***** Given entries
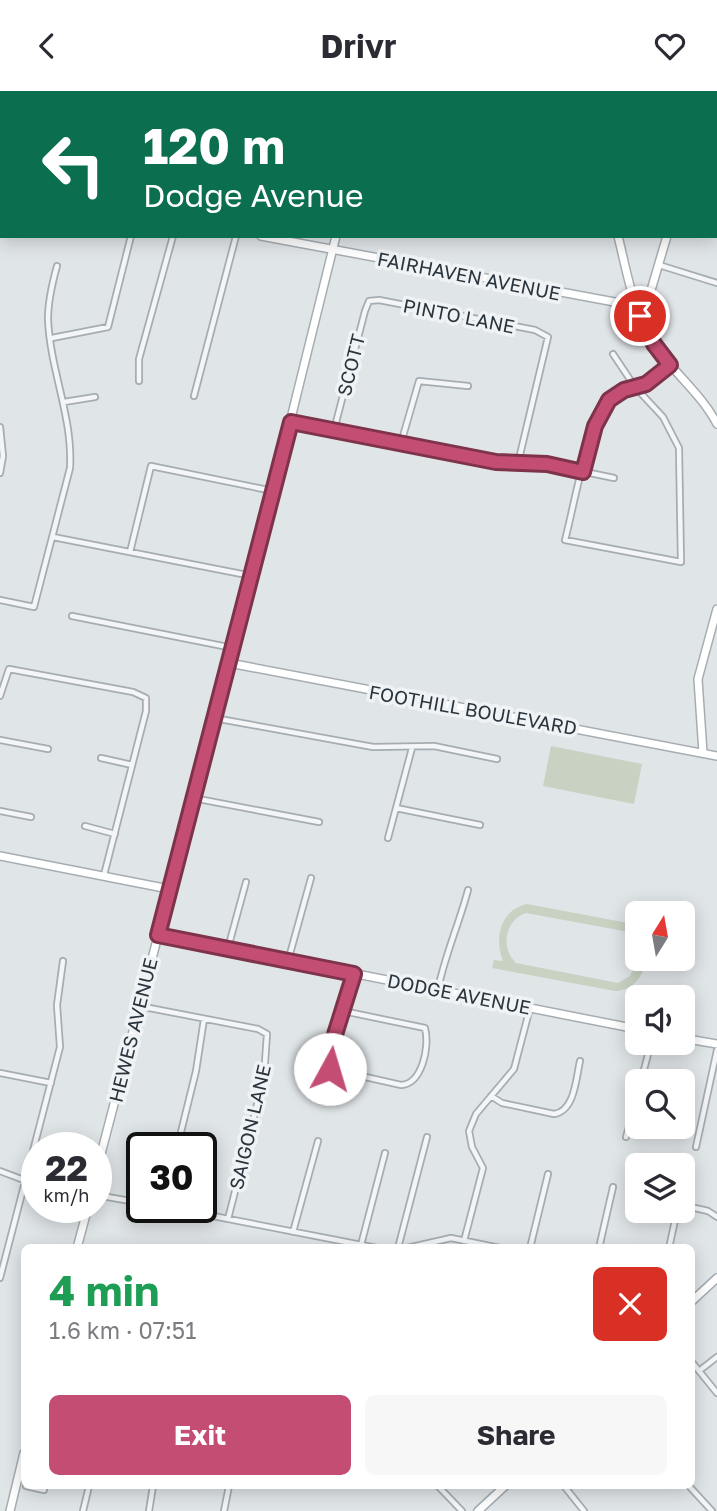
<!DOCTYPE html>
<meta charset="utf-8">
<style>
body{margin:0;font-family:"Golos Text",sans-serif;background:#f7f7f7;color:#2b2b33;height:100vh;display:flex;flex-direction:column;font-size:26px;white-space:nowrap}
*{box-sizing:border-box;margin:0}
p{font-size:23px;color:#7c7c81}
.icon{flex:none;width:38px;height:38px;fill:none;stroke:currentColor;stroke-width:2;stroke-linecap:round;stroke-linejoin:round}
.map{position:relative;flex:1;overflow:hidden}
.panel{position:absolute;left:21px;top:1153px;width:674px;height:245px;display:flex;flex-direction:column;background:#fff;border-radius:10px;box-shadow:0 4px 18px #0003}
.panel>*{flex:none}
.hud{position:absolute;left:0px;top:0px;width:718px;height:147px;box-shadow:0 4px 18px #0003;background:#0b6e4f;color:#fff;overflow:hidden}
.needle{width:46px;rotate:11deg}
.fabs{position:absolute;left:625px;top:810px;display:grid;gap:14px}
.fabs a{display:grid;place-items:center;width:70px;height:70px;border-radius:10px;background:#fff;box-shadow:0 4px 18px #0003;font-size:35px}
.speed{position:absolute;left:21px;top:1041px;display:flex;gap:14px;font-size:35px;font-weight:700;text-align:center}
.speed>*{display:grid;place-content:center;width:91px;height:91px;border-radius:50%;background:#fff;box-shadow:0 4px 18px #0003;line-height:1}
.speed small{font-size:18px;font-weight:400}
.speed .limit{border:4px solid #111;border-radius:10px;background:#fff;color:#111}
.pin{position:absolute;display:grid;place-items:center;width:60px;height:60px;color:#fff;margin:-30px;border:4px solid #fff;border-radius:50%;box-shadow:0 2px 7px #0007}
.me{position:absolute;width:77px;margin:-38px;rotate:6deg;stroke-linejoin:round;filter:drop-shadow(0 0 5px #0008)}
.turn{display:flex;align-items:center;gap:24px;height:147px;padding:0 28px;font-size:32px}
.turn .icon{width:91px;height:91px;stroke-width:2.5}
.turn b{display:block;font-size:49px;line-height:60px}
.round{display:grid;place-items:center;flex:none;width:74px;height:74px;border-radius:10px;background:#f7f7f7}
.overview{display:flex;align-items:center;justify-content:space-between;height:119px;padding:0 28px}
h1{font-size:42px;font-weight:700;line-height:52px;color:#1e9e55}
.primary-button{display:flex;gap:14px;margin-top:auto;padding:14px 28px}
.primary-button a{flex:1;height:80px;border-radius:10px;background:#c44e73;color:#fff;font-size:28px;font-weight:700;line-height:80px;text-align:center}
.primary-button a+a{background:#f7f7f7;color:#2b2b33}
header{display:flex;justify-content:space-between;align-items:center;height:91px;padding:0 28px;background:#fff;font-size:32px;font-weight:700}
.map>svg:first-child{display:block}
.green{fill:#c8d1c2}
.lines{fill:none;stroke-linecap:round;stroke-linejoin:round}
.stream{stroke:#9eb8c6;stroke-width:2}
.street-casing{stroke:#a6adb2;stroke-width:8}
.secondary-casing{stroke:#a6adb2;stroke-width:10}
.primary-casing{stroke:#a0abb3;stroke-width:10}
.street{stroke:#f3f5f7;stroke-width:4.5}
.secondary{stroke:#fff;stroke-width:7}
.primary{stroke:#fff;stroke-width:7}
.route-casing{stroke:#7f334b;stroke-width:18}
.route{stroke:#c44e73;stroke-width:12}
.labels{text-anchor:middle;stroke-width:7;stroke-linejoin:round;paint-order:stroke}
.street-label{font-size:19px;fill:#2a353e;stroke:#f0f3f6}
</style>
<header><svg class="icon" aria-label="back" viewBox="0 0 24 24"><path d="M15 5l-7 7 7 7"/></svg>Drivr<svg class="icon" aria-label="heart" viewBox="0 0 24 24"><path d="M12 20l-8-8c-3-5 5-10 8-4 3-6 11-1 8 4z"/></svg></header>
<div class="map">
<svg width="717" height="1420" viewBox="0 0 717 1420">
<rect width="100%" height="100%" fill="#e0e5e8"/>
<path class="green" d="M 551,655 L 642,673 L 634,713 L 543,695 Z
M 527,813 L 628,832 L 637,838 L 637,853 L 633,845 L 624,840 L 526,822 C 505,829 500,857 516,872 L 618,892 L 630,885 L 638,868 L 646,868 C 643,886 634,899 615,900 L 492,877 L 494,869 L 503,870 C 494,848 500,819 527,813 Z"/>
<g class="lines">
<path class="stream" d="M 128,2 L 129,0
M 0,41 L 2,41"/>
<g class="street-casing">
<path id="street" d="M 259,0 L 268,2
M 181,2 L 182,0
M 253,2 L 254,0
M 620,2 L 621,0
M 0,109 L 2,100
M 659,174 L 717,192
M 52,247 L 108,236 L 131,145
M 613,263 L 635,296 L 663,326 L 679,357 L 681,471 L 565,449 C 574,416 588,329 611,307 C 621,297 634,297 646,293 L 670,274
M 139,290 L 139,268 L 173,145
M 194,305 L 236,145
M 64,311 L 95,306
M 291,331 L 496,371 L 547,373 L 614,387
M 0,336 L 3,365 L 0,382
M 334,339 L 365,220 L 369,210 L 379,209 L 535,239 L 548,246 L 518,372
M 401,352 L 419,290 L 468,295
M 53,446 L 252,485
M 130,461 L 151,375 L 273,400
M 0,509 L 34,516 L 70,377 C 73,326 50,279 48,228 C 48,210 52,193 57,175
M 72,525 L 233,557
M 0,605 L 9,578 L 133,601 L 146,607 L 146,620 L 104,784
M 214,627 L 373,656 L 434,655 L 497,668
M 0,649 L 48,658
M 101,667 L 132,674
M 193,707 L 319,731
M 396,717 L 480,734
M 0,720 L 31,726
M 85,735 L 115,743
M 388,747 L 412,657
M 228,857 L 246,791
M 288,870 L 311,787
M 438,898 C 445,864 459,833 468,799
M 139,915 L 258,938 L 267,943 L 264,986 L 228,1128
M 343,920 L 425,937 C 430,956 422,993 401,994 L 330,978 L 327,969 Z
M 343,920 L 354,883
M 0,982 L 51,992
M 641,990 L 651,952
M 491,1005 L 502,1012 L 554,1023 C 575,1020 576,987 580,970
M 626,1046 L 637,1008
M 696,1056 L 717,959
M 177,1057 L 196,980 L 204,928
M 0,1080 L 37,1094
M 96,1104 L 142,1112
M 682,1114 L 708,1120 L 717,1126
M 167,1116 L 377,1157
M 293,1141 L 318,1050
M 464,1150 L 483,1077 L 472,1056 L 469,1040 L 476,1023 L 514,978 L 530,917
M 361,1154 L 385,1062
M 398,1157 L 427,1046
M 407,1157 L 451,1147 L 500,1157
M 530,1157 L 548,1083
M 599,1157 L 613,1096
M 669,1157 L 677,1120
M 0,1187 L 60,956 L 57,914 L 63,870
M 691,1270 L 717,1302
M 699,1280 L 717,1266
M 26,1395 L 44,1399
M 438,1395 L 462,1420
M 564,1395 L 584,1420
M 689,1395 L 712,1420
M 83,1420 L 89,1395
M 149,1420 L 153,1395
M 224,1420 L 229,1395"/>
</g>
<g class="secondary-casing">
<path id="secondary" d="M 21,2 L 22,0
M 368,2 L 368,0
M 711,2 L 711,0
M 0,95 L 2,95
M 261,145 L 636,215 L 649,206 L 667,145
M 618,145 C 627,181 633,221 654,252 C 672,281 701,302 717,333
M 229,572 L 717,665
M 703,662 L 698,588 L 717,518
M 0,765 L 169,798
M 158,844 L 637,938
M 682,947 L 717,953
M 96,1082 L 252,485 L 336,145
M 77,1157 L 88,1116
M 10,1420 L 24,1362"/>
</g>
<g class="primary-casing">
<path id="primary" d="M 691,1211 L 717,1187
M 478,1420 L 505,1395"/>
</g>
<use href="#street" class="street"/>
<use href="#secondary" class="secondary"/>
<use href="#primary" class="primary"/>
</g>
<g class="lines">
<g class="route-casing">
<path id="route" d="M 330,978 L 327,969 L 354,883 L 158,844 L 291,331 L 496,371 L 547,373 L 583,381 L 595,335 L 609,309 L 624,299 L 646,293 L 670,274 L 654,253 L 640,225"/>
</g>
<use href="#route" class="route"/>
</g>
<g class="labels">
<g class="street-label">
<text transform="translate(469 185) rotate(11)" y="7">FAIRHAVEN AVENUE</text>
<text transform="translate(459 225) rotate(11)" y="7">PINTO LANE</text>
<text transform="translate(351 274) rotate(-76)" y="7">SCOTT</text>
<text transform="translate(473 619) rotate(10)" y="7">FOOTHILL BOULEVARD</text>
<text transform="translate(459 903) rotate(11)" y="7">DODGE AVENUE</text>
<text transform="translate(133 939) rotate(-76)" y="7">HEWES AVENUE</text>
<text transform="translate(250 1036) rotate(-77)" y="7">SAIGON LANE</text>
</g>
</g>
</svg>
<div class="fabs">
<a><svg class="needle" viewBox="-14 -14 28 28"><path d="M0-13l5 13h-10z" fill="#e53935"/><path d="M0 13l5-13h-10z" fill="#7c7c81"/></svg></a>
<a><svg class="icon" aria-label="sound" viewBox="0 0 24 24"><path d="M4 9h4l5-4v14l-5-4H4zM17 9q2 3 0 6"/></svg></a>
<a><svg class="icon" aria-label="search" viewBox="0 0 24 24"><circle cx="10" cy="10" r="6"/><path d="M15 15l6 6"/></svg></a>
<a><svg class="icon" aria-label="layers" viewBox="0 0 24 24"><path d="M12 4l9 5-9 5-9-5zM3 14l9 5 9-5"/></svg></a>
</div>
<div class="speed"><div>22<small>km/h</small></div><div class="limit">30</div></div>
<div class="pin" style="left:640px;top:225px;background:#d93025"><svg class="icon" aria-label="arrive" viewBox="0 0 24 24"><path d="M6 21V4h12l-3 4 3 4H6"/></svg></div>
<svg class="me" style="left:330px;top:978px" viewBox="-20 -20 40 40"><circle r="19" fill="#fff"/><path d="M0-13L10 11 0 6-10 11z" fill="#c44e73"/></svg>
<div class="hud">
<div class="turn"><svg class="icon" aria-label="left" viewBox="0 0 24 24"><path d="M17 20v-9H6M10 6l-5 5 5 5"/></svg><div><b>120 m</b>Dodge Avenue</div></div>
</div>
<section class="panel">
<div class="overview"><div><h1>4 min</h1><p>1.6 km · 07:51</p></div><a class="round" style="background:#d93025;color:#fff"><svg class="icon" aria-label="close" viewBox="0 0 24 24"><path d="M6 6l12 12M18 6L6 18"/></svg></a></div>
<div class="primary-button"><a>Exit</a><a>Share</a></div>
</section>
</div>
**********
● Task description: Please go through the data and copy each line containing the word "overflow".

● Completed exercise:
.map{position:relative;flex:1;overflow:hidden}
.hud{position:absolute;left:0px;top:0px;width:718px;height:147px;box-shadow:0 4px 18px #0003;background:#0b6e4f;color:#fff;overflow:hidden}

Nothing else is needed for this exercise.